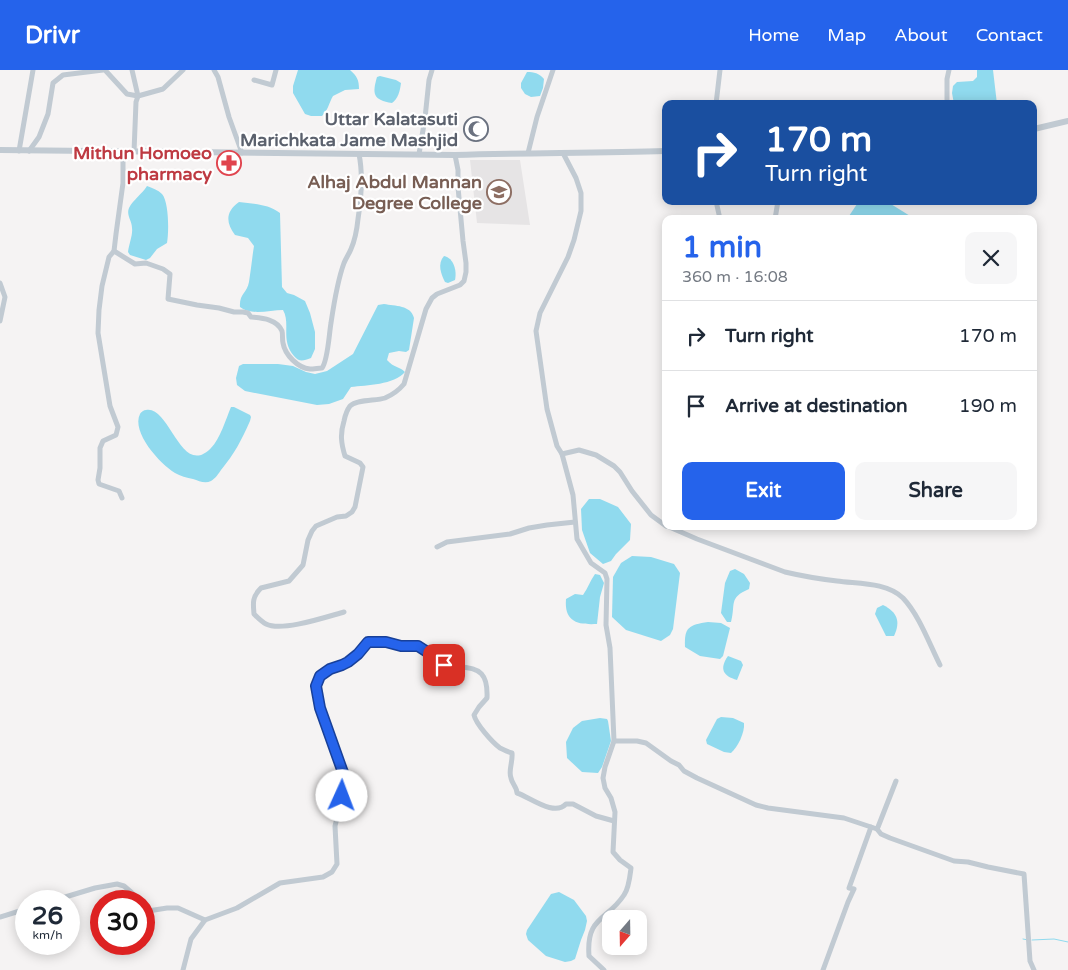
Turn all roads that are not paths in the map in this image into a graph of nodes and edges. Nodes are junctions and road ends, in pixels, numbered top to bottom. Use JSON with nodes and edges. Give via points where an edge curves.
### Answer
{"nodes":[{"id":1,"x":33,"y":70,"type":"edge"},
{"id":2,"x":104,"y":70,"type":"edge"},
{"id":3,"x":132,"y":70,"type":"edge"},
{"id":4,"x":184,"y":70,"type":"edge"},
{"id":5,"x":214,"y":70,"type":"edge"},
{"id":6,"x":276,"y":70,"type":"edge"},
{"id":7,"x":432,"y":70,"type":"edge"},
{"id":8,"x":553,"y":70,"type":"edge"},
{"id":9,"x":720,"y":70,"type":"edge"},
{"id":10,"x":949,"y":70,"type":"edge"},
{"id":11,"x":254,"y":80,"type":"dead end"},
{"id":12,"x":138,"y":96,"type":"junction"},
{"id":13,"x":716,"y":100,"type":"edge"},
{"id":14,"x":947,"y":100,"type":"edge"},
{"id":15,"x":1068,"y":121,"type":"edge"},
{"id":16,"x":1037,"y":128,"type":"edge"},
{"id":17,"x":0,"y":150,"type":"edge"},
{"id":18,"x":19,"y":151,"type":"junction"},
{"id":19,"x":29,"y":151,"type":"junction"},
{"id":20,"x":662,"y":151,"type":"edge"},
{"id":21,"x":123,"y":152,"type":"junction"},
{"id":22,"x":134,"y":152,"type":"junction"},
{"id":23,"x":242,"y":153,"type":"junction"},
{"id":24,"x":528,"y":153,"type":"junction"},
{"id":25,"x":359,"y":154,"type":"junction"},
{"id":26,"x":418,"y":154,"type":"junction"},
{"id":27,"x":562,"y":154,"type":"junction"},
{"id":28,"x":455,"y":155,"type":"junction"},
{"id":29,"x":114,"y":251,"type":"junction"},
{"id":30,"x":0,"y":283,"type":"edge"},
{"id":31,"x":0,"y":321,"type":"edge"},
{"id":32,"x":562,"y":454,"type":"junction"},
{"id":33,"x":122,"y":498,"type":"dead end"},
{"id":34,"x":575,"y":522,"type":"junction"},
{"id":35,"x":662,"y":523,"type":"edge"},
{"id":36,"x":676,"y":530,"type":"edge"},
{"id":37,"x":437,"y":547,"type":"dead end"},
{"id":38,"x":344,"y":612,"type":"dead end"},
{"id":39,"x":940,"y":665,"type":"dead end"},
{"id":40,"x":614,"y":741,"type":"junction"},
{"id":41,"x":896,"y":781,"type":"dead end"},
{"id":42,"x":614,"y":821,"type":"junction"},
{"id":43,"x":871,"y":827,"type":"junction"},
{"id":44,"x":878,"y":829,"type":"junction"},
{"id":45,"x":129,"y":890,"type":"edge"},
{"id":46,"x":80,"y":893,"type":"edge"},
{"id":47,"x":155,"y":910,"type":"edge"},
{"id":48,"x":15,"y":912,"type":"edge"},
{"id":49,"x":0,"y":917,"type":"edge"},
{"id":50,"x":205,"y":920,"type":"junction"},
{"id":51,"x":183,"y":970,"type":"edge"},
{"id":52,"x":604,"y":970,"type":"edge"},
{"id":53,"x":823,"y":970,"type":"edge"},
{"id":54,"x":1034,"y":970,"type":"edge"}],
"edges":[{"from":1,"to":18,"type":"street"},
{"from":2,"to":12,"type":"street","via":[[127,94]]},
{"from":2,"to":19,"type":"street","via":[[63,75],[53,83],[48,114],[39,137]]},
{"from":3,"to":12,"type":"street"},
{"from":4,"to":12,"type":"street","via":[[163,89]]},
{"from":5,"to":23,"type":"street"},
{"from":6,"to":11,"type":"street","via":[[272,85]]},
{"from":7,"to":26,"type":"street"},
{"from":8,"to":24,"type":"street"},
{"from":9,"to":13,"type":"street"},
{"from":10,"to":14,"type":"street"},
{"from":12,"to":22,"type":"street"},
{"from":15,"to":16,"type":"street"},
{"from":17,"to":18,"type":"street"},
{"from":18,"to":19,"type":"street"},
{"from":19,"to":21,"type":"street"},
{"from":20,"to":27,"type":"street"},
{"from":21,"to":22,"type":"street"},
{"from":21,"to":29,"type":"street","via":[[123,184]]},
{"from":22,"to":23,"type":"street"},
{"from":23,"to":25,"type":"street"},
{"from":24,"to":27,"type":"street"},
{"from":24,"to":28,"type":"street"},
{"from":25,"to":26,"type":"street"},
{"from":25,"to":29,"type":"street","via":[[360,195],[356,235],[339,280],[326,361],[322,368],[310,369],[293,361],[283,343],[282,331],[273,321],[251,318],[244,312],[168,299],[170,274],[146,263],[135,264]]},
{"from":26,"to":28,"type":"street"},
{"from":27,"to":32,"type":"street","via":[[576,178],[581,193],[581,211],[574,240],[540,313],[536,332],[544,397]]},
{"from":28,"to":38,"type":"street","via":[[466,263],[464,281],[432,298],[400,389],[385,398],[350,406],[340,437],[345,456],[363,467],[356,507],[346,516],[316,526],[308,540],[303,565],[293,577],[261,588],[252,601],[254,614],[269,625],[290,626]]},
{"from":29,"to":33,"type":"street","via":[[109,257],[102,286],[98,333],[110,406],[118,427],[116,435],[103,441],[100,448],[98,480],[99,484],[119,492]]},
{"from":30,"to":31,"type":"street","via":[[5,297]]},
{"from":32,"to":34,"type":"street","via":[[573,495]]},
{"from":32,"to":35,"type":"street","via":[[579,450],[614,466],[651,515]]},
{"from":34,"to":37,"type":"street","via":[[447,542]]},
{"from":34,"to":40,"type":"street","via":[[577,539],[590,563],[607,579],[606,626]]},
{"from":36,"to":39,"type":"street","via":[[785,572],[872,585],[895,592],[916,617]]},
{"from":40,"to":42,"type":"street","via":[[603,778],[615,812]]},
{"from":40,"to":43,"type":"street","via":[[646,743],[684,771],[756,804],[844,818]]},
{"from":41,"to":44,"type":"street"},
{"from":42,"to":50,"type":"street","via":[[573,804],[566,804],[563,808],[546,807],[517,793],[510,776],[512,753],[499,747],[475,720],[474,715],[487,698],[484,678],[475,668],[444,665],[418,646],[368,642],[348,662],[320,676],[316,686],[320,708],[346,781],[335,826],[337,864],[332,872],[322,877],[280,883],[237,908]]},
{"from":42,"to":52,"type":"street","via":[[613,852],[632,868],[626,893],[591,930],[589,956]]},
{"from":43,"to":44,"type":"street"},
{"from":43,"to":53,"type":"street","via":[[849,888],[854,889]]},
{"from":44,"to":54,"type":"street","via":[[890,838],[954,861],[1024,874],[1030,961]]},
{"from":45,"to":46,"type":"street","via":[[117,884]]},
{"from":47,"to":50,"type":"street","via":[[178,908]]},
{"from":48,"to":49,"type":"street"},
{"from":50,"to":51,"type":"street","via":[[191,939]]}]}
* * *
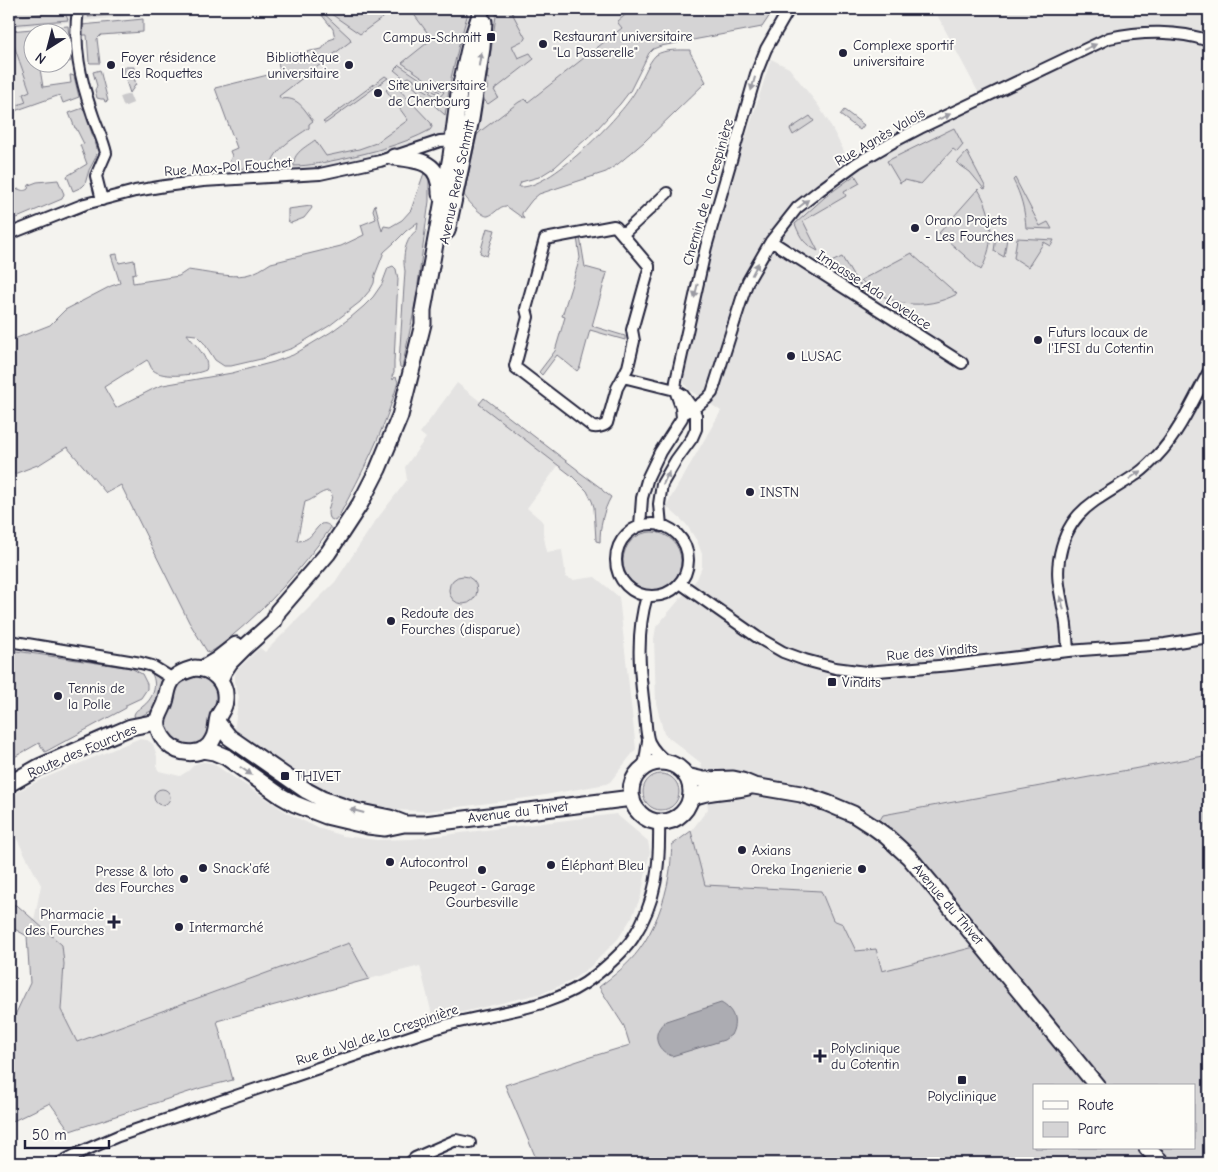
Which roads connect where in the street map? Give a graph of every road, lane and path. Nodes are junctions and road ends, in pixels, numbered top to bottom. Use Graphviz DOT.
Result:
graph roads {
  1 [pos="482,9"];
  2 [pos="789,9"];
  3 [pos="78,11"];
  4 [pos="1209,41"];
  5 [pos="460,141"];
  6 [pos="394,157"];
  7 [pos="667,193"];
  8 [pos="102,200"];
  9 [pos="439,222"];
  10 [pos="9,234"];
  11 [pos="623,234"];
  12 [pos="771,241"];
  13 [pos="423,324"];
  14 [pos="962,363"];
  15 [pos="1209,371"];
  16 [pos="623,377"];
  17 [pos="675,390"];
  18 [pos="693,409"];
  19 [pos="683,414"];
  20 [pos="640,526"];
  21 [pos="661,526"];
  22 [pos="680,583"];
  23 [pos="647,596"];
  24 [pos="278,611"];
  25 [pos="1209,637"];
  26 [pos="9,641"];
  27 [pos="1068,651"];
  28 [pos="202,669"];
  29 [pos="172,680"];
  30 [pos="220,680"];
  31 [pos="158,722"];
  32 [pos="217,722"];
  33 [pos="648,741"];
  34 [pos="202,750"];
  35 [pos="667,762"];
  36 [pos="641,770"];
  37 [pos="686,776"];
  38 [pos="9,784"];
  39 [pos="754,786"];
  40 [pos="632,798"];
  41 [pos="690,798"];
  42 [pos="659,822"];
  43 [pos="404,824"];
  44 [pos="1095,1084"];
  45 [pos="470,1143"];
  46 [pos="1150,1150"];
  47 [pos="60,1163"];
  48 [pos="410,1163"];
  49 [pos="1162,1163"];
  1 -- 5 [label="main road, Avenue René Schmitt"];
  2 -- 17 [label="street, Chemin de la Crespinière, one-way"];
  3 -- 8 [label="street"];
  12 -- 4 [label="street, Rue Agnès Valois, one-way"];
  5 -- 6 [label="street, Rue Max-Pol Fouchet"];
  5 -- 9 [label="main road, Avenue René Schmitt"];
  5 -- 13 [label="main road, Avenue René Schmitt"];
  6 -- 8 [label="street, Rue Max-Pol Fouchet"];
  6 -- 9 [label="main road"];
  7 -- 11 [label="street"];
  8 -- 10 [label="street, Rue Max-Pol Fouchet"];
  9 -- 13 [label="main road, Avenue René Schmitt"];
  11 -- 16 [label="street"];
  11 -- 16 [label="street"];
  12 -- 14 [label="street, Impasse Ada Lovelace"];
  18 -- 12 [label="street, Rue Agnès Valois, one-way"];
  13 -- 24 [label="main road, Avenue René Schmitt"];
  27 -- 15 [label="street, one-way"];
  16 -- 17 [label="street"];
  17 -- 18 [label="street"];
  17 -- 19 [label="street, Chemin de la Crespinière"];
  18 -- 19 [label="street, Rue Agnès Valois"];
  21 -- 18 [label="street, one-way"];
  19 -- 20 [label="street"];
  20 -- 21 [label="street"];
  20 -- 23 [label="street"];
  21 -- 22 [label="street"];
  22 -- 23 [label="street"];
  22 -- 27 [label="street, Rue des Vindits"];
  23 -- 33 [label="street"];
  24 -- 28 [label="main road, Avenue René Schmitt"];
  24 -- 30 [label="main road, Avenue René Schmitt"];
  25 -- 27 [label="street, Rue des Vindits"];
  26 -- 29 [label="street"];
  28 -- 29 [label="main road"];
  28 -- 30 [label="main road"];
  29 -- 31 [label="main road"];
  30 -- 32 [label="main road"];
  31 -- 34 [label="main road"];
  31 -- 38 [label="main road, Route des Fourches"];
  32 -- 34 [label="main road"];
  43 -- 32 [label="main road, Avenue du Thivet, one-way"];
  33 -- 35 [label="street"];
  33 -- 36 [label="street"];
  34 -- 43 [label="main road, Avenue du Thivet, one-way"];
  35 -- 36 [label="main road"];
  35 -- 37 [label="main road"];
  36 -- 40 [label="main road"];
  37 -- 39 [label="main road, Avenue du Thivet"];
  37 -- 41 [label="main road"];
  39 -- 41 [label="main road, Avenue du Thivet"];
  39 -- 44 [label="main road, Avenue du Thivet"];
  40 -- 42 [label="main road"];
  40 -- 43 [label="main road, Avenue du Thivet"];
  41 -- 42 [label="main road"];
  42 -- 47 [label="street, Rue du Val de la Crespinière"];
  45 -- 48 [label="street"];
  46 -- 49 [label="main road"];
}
* * *
What you need to do: In the listing above, how many lines include the string "Vindits"? Reply with the number alone.

Task output: 2